En visitant ce lieu à mi-chemin entre les studios de Jacques Tati et un ancien cirque fantastique, force est de constater qu’un travail immense a été réalisé avec très peu. Les matériaux sont de seconde main, la construction par des bénévoles accompagnés de professionnel.le.s du décor. Ce lieu sert principalement de résidence d’artistes, avec une scène de répétition, un ancien “bal monté” revalorisé et souvent ouvert au public. 

La structure peut se vanter d’un fonctionnement horizontal et démocratique, où les bénévoles d’un jour comme de 10 ans travaillent pour défendre ce qu’ils et elle appellent les « droits culturels« . Cette approche cristallisée par la Déclaration de Fribourg (2007) qui institue une vision de la Culture comme droit naturel et fondamental, pour garantir à chacun.e une liberté d’identité culturelle. Pour en savoir plus, cliquez ici.

Le Bal monté accueille résidence d’artistes et spectacles ouverts aux caennais.e.s ! ©Bazarnaom.com

Habiter un nouveau quartier: tout un art!

Depuis leur emménagement sur la Presqu-île de Caen, le collectif a pris une place importante dans cet ancien site industrialo-portuaire.

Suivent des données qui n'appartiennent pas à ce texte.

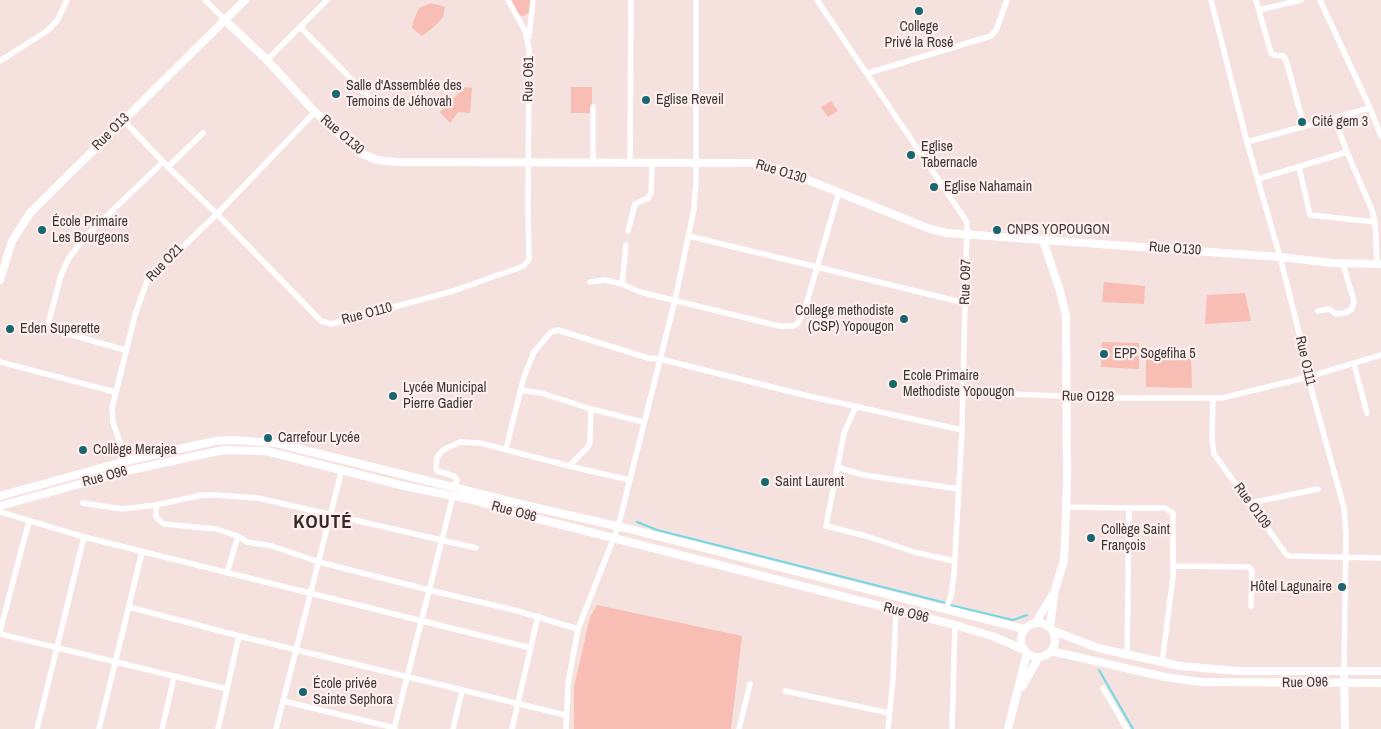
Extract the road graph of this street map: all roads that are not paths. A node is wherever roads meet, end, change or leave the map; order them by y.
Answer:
1 (67, 0) edge
2 (205, 0) edge
3 (244, 0) edge
4 (327, 0) edge
5 (508, 0) edge
6 (533, 0) edge
7 (631, 0) edge
8 (696, 0) edge
9 (817, 0) edge
10 (1008, 0) edge
11 (1211, 0) edge
12 (1256, 0) edge
13 (1301, 0) edge
14 (1320, 0) edge
15 (1259, 10) junction
16 (225, 20) junction
17 (300, 27) junction
18 (529, 42) junction
19 (267, 60) junction
20 (0, 61) edge
21 (868, 73) junction
22 (377, 105) dead end
23 (593, 107) dead end
24 (1370, 108) junction
25 (315, 112) junction
26 (1334, 117) junction
27 (123, 120) junction
28 (1304, 126) junction
29 (203, 133) dead end
30 (1381, 136) edge
31 (1247, 142) junction
32 (1347, 152) junction
33 (163, 162) junction
34 (528, 162) junction
35 (593, 162) junction
36 (630, 162) junction
37 (652, 162) junction
38 (696, 162) junction
39 (168, 167) junction
40 (1299, 167) junction
41 (1258, 179) junction
42 (839, 192) junction
43 (217, 214) junction
44 (1375, 222) junction
45 (628, 230) dead end
46 (967, 234) junction
47 (689, 236) junction
48 (1043, 240) junction
49 (626, 245) dead end
50 (1280, 257) junction
51 (1343, 264) junction
52 (1379, 264) edge
53 (818, 268) junction
54 (0, 280) edge
55 (590, 282) dead end
56 (622, 284) junction
57 (674, 300) junction
58 (965, 303) junction
59 (1318, 311) dead end
60 (125, 350) junction
61 (1381, 355) edge
62 (660, 359) junction
63 (0, 362) edge
64 (1354, 364) junction
65 (1308, 377) junction
66 (521, 390) junction
67 (116, 392) junction
68 (962, 392) junction
69 (1065, 397) junction
70 (1213, 399) junction
71 (856, 406) junction
72 (591, 409) junction
73 (1367, 414) dead end
74 (643, 422) junction
75 (962, 430) junction
76 (506, 449) junction
77 (126, 461) junction
78 (570, 466) junction
79 (837, 467) junction
80 (342, 469) junction
81 (630, 480) junction
82 (454, 487) junction
83 (959, 489) junction
84 (1318, 489) dead end
85 (0, 496) edge
86 (453, 496) junction
87 (83, 503) dead end
88 (1250, 503) junction
89 (156, 505) junction
90 (0, 506) edge
91 (1067, 507) junction
92 (1129, 508) junction
93 (0, 512) edge
94 (331, 515) junction
95 (29, 521) junction
96 (618, 527) junction
97 (238, 536) junction
98 (84, 538) junction
99 (615, 538) junction
100 (442, 540) junction
101 (476, 548) dead end
102 (142, 552) junction
103 (1346, 558) junction
104 (1381, 558) edge
105 (954, 561) junction
106 (319, 562) junction
107 (1174, 566) junction
108 (227, 573) junction
109 (429, 590) junction
110 (1055, 590) junction
111 (311, 594) junction
112 (1251, 606) dead end
113 (129, 607) junction
114 (946, 609) junction
115 (896, 610) junction
116 (538, 616) junction
117 (421, 622) junction
118 (1036, 622) junction
119 (955, 625) junction
120 (578, 629) junction
121 (1024, 629) junction
122 (1052, 629) junction
123 (0, 632) edge
124 (239, 636) junction
125 (531, 648) junction
126 (57, 649) junction
127 (296, 649) junction
128 (1026, 651) junction
129 (1051, 652) junction
130 (1127, 656) junction
131 (1039, 657) junction
132 (115, 663) junction
133 (1162, 663) junction
134 (1344, 671) junction
135 (1381, 671) edge
136 (174, 677) junction
137 (407, 677) junction
138 (1344, 683) junction
139 (1381, 683) edge
140 (750, 684) dead end
141 (227, 688) junction
142 (1103, 688) dead end
143 (462, 691) junction
144 (785, 691) dead end
145 (283, 701) junction
146 (1015, 703) junction
147 (518, 704) junction
148 (889, 713) junction
149 (565, 715) junction
150 (394, 728) edge
151 (37, 729) edge
152 (99, 729) edge
153 (162, 729) edge
154 (218, 729) edge
155 (276, 729) edge
156 (453, 729) edge
157 (512, 729) edge
158 (566, 729) edge
159 (738, 729) edge
160 (888, 729) edge
161 (952, 729) edge
162 (1008, 729) edge
163 (1127, 729) edge
164 (1345, 729) edge

1 - 20 street
2 - 16 street, Rue O130
3 - 16 main road, Rue O13
4 - 17 street
5 - 18 street, Rue O61
6 - 18 street
7 - 36 street
8 - 38 street
9 - 21 street, Rue O97
10 - 21 street
11 - 31 street, Rue O111
12 - 15 street
13 - 15 street
14 - 24 street
15 - 28 street
16 - 19 main road, Rue O130
16 - 27 main road, Rue O13
17 - 19 street
17 - 22 street
18 - 34 street, Rue O61
19 - 25 main road, Rue O130
21 - 46 street, Rue O97
23 - 35 street
24 - 26 street
24 - 30 street
25 - 34 main road, Rue O130
25 - 43 street, Rue O21
26 - 28 street
26 - 32 street
27 - 33 street, Rue O110
27 - 54 main road, Rue O13
28 - 31 street
29 - 39 street
31 - 41 street, Rue O111
32 - 40 street
32 - 44 street
33 - 39 street, Rue O110
33 - 60 street
34 - 35 main road, Rue O130
34 - 43 street, Rue O110
35 - 36 main road, Rue O130
36 - 37 main road, Rue O130
37 - 38 main road, Rue O130
37 - 45 street
38 - 42 main road, Rue O130
38 - 47 street
39 - 43 street, Rue O110
40 - 41 street
40 - 44 street
41 - 50 street, Rue O111
42 - 46 main road, Rue O130
42 - 53 street
43 - 60 street, Rue O21
44 - 52 street
46 - 48 main road, Rue O130
46 - 58 street, Rue O97
47 - 53 street
47 - 57 street
48 - 50 main road, Rue O130
48 - 69 main road
49 - 56 street
50 - 51 main road, Rue O130
50 - 65 street, Rue O111
51 - 52 main road, Rue O130
51 - 59 street
53 - 57 street
53 - 58 street
55 - 56 street
56 - 57 street
57 - 62 street
58 - 68 street, Rue O97
60 - 67 street, Rue O21
61 - 64 street, Rue O128
62 - 66 street
62 - 71 street
62 - 74 street
63 - 67 street
64 - 65 street, Rue O128
64 - 73 street
65 - 70 street, Rue O128
65 - 103 street, Rue O111
66 - 72 street
66 - 76 street
67 - 77 street, Rue O21
68 - 69 street, Rue O128
68 - 75 street, Rue O97
69 - 70 street, Rue O128
69 - 91 main road
70 - 88 street, Rue O109
71 - 75 street
71 - 79 street
72 - 74 street
72 - 78 street
74 - 81 street
75 - 83 street, Rue O97
76 - 78 street
76 - 82 street
77 - 82 main road, Rue O96
77 - 85 main road, Rue O96
78 - 81 street
79 - 83 street
79 - 105 street
80 - 86 main road, Rue O96
80 - 90 main road, Rue O96
80 - 94 street
81 - 96 street
82 - 96 main road, Rue O96
83 - 105 street, Rue O97
84 - 88 street
86 - 99 main road, Rue O96
86 - 100 street
87 - 89 street
88 - 103 street, Rue O109
89 - 94 street
89 - 97 street
91 - 92 street
91 - 110 main road
92 - 107 street
92 - 130 street
93 - 95 street
94 - 100 street
94 - 106 street
95 - 98 street
95 - 123 street
96 - 99 street
96 - 114 main road, Rue O96
97 - 106 street
97 - 108 street
98 - 102 street
98 - 126 street
99 - 115 main road, Rue O96
99 - 120 street
100 - 101 street
100 - 109 street
102 - 108 street
102 - 113 street
103 - 104 street
103 - 134 street, Rue O111
105 - 114 street, Rue O97
106 - 109 street
106 - 111 street
107 - 112 street
107 - 133 street
108 - 111 street
109 - 116 street
109 - 117 street
110 - 118 main road
110 - 122 main road
111 - 117 street
111 - 127 street
113 - 124 street
113 - 132 street
114 - 121 main road, Rue O96
115 - 119 main road, Rue O96
115 - 148 street
116 - 120 street
116 - 125 street
117 - 125 street
117 - 137 street
118 - 121 main road
118 - 122 main road
119 - 128 main road, Rue O96
119 - 161 street
120 - 149 street
121 - 128 main road
122 - 129 main road
122 - 130 main road, Rue O96
123 - 126 street
124 - 127 street
124 - 141 street
125 - 147 street
126 - 132 street
126 - 151 street
127 - 137 street
127 - 145 street
128 - 131 main road
128 - 146 main road
129 - 131 main road
129 - 138 main road, Rue O96
130 - 133 main road, Rue O96
131 - 146 main road
132 - 136 street
132 - 152 street
133 - 134 main road, Rue O96
134 - 135 main road, Rue O96
134 - 138 main road, Rue O111
136 - 141 street
136 - 153 street
137 - 143 street
137 - 150 street
138 - 139 main road, Rue O96
138 - 164 main road, Rue O111
140 - 159 street
141 - 154 street
142 - 163 street
143 - 147 street
143 - 156 street
144 - 148 street
145 - 150 street
145 - 155 street
146 - 162 main road
147 - 149 street
147 - 157 street
148 - 160 street
149 - 158 street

Des travailleuses du sexe mais aussi des demandeurs d’asiles habitent depuis plusieurs années le voisinage directe de ce nouveau lieu culturel, mais restent trop souvent invisibilisé.e.s. Depuis leur arrivée, le collectif n’a cessé de renforcer les liens avec ces habitant.e.s pour qui la pandémie a été extrêmement difficile à vivre. L’entraide quotidienne et la mise en place de distribution hebdomadaire de repas, toujours d’actualité, n’a cessé d’alimenter ce soin mutuel. 

Le projet Presque Nous cristallise ce désir de rencontrer et d’améliorer son territoire et ses occupant.e.s déjà-là.  Presque Nous, c’est une fabrique culturelle lancée par le Bazarnaom et les Ateliers Intermédiaires, qui depuis 3 ans rassemble des résidences d’artistes autour d’une expérimentation pluridisciplinaire sur le quartier de la Presqu’Île. Autour des thèmes de la trace, mais aussi de la mémoire, d’habiter un territoire, et de la question de l’art dans l’espace public, cette expérience sensible prend plusieurs formes. Les différents travaux des artistes sont alors autant de traits dessinant un portrait du quartier avant les grands projets d’aménagement à venir. Il s’agit de rendre hommage, documenter, mais aussi expérimenter et dessiner avec les existants ce que pourrait être le futur de ce territoire unique. 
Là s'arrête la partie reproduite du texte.